In a scenario of regulatory changes related to requirements for ordinary, partial, and early retirement, their different application at the regional healthcare services level and the diverse models for the hiring of medical professionals applied in recent years in Spain, an average retirement age of 65 was adopted. Even admitting that this estimate could cause a potential underestimation of the number of professionals in active service in the coming years, the possible impact of other factors, such as burn-out or possible budgetary limitations, which could lead to an increase in early retirement, must be taken into consideration.
Concerns, challenges and needs of Medical Oncology
The low participation in studies on health outcomes was one of the most remarkable conclusion of the survey (only 10.9% of those surveyed reported that they had participated in studies of this kind, despite the acknowledgement of their importance in the planning and incorporation of innovations to the National Health System).
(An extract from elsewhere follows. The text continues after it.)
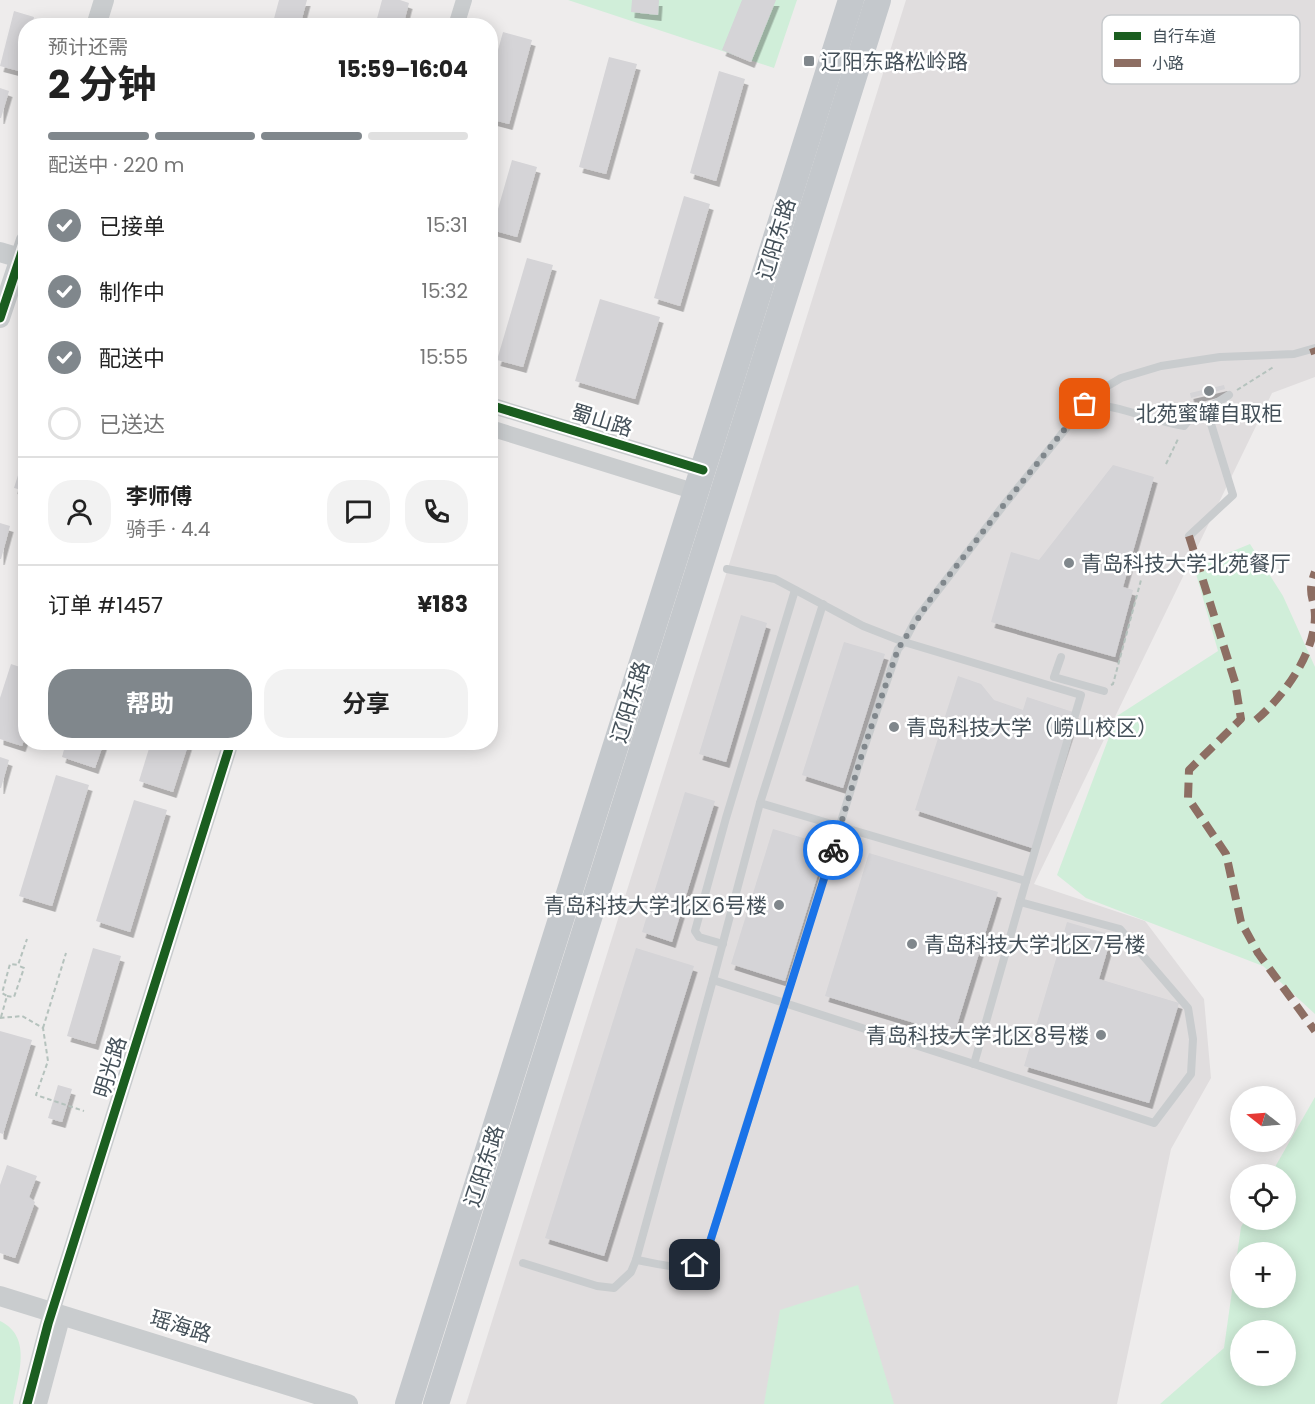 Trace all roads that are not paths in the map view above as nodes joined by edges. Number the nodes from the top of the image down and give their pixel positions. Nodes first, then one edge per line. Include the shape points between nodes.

Although the available information is limited, the main programmes of comprehensive oncology applied in different countries acknowledge the need to generate evidence that proves its increased effectiveness in comparison with traditional models of cancer approaches. It is important to carry out a continuous assessment of key indicators related to control of symptoms, adherence to treatment protocols, quality of life, individual outcomes, prevention, rehabilitation, economic impact in services, and considerations regarding the impact on the health system as a whole [21].
Conclusions
The estimation of the current workload of medical oncologists based on the current service demand and the required dedication to the main activities made it possible to estimate that an optimal ratio of 158 new cases per FTE should be reached. At present 1352 FTE would be required to reach this optimal ratio, versus the 1141 FTE available, which means a deficit of 211 FTE. 1881 FTE would be required to reach the optimal ratio in 2035, which would involve an average annual workforce growth of 2.5%.
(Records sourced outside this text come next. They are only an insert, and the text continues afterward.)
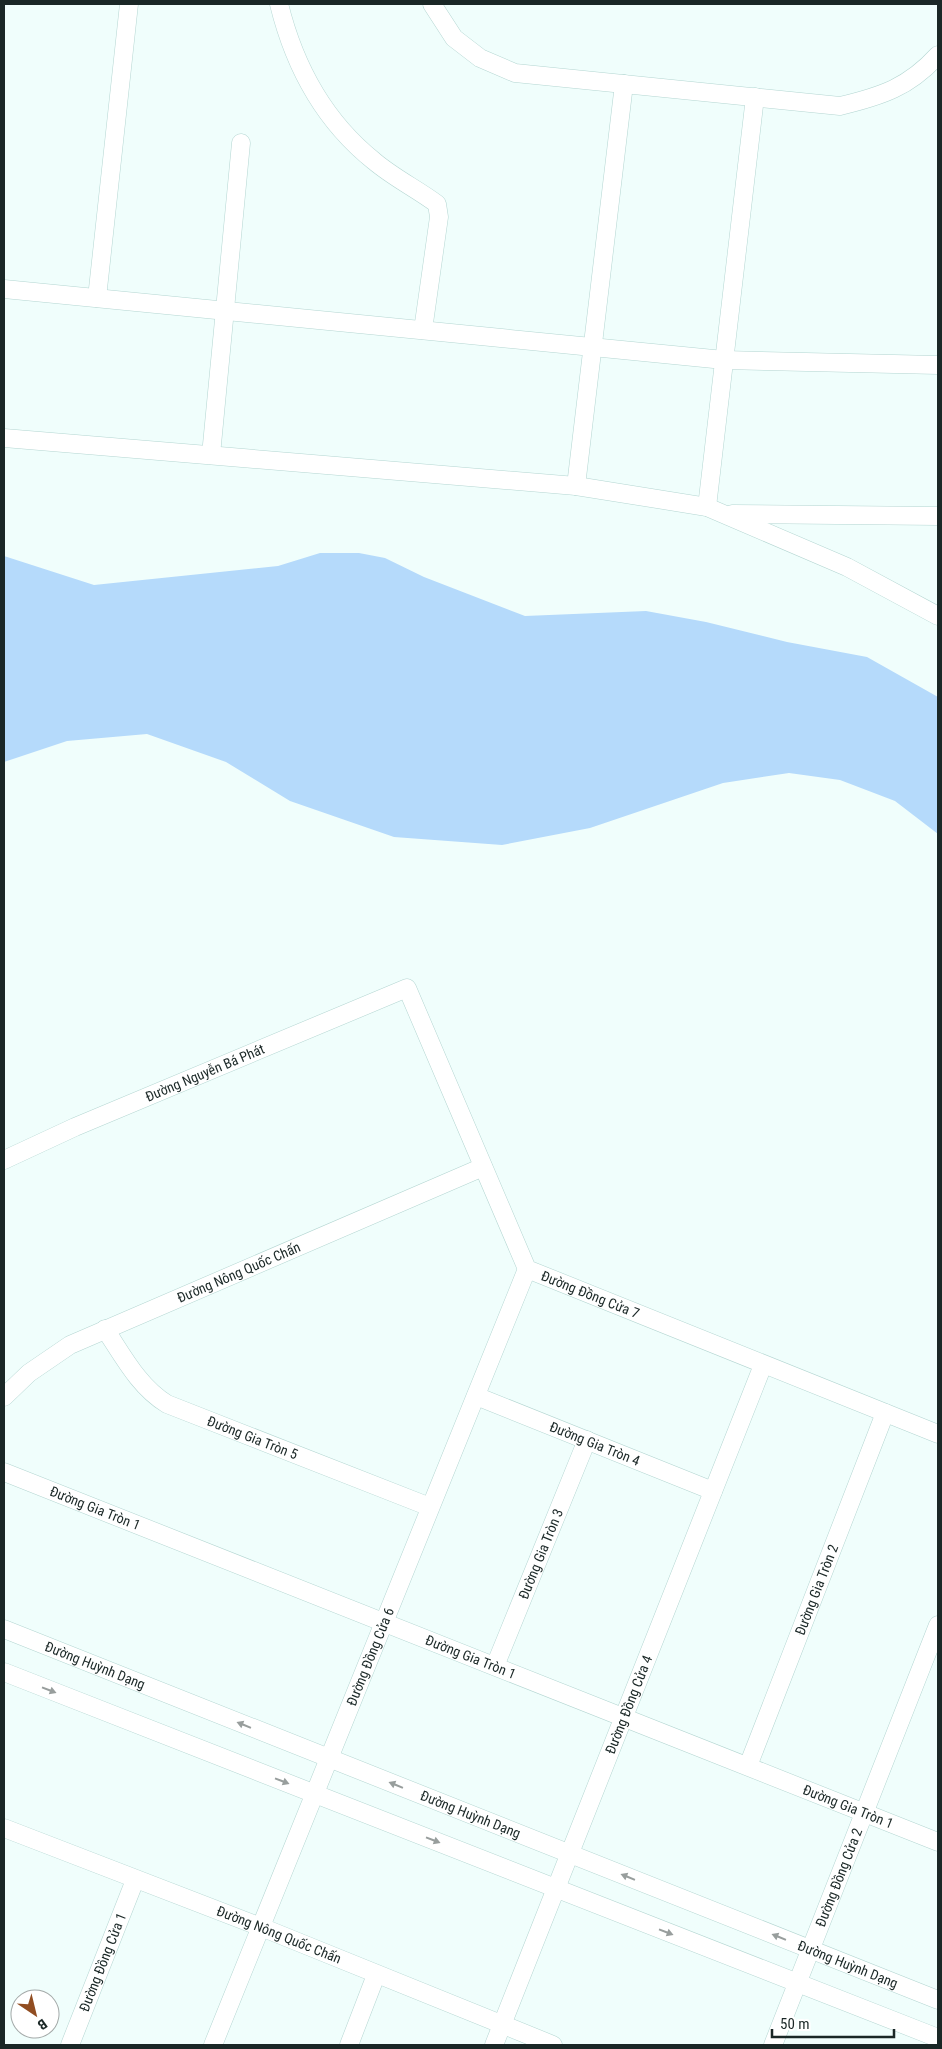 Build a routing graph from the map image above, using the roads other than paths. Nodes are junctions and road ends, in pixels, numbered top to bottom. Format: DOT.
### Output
graph roads {
  1 [pos="128,4"];
  2 [pos="279,4"];
  3 [pos="432,4"];
  4 [pos="938,55"];
  5 [pos="624,84"];
  6 [pos="755,97"];
  7 [pos="241,143"];
  8 [pos="4,289"];
  9 [pos="97,298"];
  10 [pos="225,311"];
  11 [pos="423,330"];
  12 [pos="593,347"];
  13 [pos="724,360"];
  14 [pos="938,365"];
  15 [pos="4,438"];
  16 [pos="210,455"];
  17 [pos="576,486"];
  18 [pos="707,507"];
  19 [pos="724,514"];
  20 [pos="938,516"];
  21 [pos="938,616"];
  22 [pos="407,988"];
  23 [pos="4,1160"];
  24 [pos="483,1167"];
  25 [pos="527,1269"];
  26 [pos="105,1329"];
  27 [pos="763,1364"];
  28 [pos="476,1396"];
  29 [pos="4,1397"];
  30 [pos="885,1413"];
  31 [pos="938,1434"];
  32 [pos="587,1440"];
  33 [pos="4,1472"];
  34 [pos="714,1491"];
  35 [pos="430,1507"];
  36 [pos="384,1622"];
  37 [pos="938,1625"];
  38 [pos="4,1629"];
  39 [pos="495,1666"];
  40 [pos="4,1672"];
  41 [pos="624,1718"];
  42 [pos="329,1758"];
  43 [pos="748,1766"];
  44 [pos="315,1794"];
  45 [pos="864,1811"];
  46 [pos="4,1828"];
  47 [pos="938,1842"];
  48 [pos="570,1854"];
  49 [pos="135,1880"];
  50 [pos="556,1889"];
  51 [pos="261,1927"];
  52 [pos="809,1948"];
  53 [pos="376,1975"];
  54 [pos="797,1983"];
  55 [pos="938,2000"];
  56 [pos="502,2025"];
  57 [pos="938,2038"];
  58 [pos="70,2045"];
  59 [pos="213,2045"];
  60 [pos="349,2045"];
  61 [pos="494,2045"];
  62 [pos="553,2045"];
  63 [pos="772,2045"];
  1 -- 9 [label="street"];
  2 -- 11 [label="street"];
  3 -- 5 [label="street"];
  4 -- 6 [label="street"];
  5 -- 6 [label="street"];
  5 -- 12 [label="street"];
  6 -- 13 [label="street"];
  7 -- 10 [label="street"];
  8 -- 9 [label="street"];
  9 -- 10 [label="street"];
  10 -- 11 [label="street"];
  10 -- 16 [label="street"];
  11 -- 12 [label="street"];
  12 -- 13 [label="street"];
  12 -- 17 [label="street"];
  13 -- 14 [label="street"];
  13 -- 18 [label="street"];
  15 -- 16 [label="street"];
  16 -- 17 [label="street"];
  17 -- 18 [label="street"];
  18 -- 19 [label="street"];
  19 -- 20 [label="street"];
  19 -- 21 [label="street"];
  22 -- 23 [label="street, Đường Nguyễn Bá Phát"];
  22 -- 24 [label="street, Đường Đồng Cửa 7"];
  24 -- 25 [label="street, Đường Đồng Cửa 7"];
  24 -- 26 [label="street, Đường Nông Quốc Chấn"];
  25 -- 27 [label="street, Đường Đồng Cửa 7"];
  25 -- 28 [label="street, Đường Đồng Cửa 6"];
  26 -- 29 [label="street, Đường Nông Quốc Chấn"];
  26 -- 35 [label="street, Đường Gia Tròn 5"];
  27 -- 30 [label="street, Đường Đồng Cửa 7"];
  27 -- 34 [label="street, Đường Đồng Cửa 4"];
  28 -- 32 [label="street, Đường Gia Tròn 4"];
  28 -- 35 [label="street, Đường Đồng Cửa 6"];
  30 -- 31 [label="street, Đường Đồng Cửa 7"];
  30 -- 43 [label="street, Đường Gia Tròn 2"];
  32 -- 34 [label="street, Đường Gia Tròn 4"];
  32 -- 39 [label="street, Đường Gia Tròn 3"];
  33 -- 36 [label="street, Đường Gia Tròn 1"];
  34 -- 41 [label="street, Đường Đồng Cửa 4"];
  35 -- 36 [label="street, Đường Đồng Cửa 6"];
  36 -- 39 [label="street, Đường Gia Tròn 1"];
  36 -- 42 [label="street, Đường Đồng Cửa 6"];
  37 -- 45 [label="street, Đường Đồng Cửa 2"];
  42 -- 38 [label="street, Đường Huỳnh Dạng, one-way"];
  39 -- 41 [label="street, Đường Gia Tròn 1"];
  40 -- 44 [label="street, one-way"];
  41 -- 43 [label="street, Đường Gia Tròn 1"];
  41 -- 48 [label="street, Đường Đồng Cửa 4"];
  42 -- 44 [label="street, Đường Đồng Cửa 6"];
  48 -- 42 [label="street, Đường Huỳnh Dạng, one-way"];
  43 -- 45 [label="street, Đường Gia Tròn 1"];
  44 -- 50 [label="street, one-way"];
  44 -- 51 [label="street, Đường Đồng Cửa 6"];
  45 -- 47 [label="street, Đường Gia Tròn 1"];
  45 -- 52 [label="street, Đường Đồng Cửa 2"];
  46 -- 49 [label="street, Đường Nông Quốc Chấn"];
  48 -- 50 [label="street, Đường Đồng Cửa 4"];
  52 -- 48 [label="street, Đường Huỳnh Dạng, one-way"];
  49 -- 51 [label="street, Đường Nông Quốc Chấn"];
  49 -- 58 [label="street, Đường Đồng Cửa 1"];
  50 -- 54 [label="street, one-way"];
  50 -- 56 [label="street, Đường Đồng Cửa 4"];
  51 -- 53 [label="street, Đường Nông Quốc Chấn"];
  51 -- 59 [label="street, Đường Đồng Cửa 6"];
  52 -- 54 [label="street, Đường Đồng Cửa 2"];
  52 -- 55 [label="street, Đường Huỳnh Dạng"];
  53 -- 56 [label="street, Đường Nông Quốc Chấn"];
  53 -- 60 [label="street"];
  54 -- 57 [label="street"];
  54 -- 63 [label="street, Đường Đồng Cửa 2"];
  56 -- 61 [label="street, Đường Đồng Cửa 4"];
  56 -- 62 [label="street, Đường Nông Quốc Chấn"];
}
Based on the needs and challenges identified by medical oncologists, SEOM would like to highlight the need to progress towards the establishment of actions that: (1) move forward in regard to improvement of healthcare delivery, equal access to care delivery, and increased effectiveness by promoting health outcomes assessment, (2) build more accurate quality indicators, useful for decision-making in the area of medical oncology and (3) ensure that the size of the medical oncology workforce will be appropriate in size to address future demands.
Acknowledgements
The authors are pleased to acknowledge Dr. Rocío García-Carbonero, Dr. Francisco Javier Barón, Dr. Jorge Aparicio and Dr. Montserrat Muñoz, members of the 2013-2015 SEOM Executive Board, who provided feedback on the article.
Compliance with ethical standards
Funding
This study was funded by Janssen. Pharmaceutical Companies of Johnson and Johnson.
Conflict of interest
The authors declare that they have no conflicts of interest.
Research involving human participants and/or animals
Consent is not required for this type of study. This article does not contain any studies with human participants or animals performed by any of the authors.
Informed consent
Informed consent was obtained from all individual participants included in the study.